◆ What you are asked to do ◆
Find every line of the listing below where "points" appears, and copy it.

START Exercise data

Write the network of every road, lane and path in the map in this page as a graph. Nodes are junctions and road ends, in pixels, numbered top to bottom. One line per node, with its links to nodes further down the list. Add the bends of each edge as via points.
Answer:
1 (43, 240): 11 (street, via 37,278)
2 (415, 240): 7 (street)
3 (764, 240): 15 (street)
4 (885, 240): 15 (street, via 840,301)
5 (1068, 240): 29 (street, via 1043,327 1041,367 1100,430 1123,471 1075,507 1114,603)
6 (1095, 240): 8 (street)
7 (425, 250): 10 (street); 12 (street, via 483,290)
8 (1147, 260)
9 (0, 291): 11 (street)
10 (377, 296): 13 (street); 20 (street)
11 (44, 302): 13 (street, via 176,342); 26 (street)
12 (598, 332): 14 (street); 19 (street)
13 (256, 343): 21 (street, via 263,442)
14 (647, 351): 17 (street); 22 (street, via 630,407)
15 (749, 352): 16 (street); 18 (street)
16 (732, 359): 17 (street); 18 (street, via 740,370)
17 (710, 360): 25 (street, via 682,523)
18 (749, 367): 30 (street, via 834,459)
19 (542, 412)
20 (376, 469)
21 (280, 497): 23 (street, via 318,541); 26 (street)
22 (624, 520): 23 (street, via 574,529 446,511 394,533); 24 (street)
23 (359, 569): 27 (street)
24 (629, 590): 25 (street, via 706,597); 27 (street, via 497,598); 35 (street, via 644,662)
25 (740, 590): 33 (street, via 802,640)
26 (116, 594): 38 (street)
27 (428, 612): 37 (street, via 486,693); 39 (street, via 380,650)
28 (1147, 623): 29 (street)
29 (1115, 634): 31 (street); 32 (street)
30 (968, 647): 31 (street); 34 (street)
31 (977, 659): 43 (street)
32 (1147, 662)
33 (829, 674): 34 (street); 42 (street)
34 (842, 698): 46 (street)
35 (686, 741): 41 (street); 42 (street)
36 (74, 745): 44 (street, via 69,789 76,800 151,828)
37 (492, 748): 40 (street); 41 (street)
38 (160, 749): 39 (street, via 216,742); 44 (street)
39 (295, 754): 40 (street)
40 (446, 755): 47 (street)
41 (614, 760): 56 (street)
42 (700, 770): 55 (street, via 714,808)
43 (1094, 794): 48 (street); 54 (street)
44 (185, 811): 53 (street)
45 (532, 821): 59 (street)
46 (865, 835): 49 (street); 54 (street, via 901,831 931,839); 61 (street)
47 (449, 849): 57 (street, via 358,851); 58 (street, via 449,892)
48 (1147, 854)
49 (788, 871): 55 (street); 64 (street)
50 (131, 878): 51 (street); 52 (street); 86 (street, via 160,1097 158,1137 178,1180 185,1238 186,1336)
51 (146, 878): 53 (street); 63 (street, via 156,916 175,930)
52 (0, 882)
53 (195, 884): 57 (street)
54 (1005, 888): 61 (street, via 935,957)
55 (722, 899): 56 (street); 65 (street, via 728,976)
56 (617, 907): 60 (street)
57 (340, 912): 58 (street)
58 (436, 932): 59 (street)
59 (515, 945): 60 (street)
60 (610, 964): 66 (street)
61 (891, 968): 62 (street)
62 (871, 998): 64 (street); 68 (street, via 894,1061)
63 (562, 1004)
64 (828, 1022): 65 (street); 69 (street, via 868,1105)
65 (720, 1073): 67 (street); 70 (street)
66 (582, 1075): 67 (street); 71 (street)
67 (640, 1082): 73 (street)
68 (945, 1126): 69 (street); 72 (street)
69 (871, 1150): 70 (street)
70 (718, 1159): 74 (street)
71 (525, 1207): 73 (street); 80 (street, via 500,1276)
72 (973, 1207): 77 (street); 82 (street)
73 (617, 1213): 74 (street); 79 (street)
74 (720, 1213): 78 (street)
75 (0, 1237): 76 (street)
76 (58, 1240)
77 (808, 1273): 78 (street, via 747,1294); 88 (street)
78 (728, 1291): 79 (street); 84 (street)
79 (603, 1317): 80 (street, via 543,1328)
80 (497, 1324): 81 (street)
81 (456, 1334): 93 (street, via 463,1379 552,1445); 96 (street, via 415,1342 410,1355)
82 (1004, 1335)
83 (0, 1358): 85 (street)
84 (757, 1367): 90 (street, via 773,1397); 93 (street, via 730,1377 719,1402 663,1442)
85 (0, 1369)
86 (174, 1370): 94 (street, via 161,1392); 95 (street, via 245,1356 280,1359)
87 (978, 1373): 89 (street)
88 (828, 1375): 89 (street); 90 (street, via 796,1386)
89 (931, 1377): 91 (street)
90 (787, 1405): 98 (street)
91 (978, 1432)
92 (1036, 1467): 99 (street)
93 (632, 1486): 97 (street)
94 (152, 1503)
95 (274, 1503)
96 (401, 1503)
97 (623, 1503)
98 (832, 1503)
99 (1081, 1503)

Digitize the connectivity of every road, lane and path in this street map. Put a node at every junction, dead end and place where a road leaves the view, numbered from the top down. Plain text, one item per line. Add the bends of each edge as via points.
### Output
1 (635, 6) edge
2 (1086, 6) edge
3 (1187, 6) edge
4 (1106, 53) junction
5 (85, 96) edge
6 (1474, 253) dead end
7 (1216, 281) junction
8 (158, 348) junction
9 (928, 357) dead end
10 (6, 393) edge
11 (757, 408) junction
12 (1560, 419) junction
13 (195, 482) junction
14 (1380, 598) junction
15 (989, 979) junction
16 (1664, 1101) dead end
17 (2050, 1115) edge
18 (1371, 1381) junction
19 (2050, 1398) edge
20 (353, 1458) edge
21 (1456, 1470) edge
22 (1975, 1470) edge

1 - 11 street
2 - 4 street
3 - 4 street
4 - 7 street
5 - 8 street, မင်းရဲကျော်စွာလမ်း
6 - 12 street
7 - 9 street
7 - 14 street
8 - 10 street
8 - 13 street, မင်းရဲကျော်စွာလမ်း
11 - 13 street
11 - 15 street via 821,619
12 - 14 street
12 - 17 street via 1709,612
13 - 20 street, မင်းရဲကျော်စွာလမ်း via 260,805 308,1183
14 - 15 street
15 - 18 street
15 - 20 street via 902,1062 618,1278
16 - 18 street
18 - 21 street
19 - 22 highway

END Exercise data

◆ Response box ◆
Write the network of every road, lane and path in the map in this page as a graph. Nodes are junctions and road ends, in pixels, numbered top to bottom. One line per node, with its links to nodes further down the list. Add the bends of each edge as via points.
Digitize the connectivity of every road, lane and path in this street map. Put a node at every junction, dead end and place where a road leaves the view, numbered from the top down. Plain text, one item per line. Add the bends of each edge as via points.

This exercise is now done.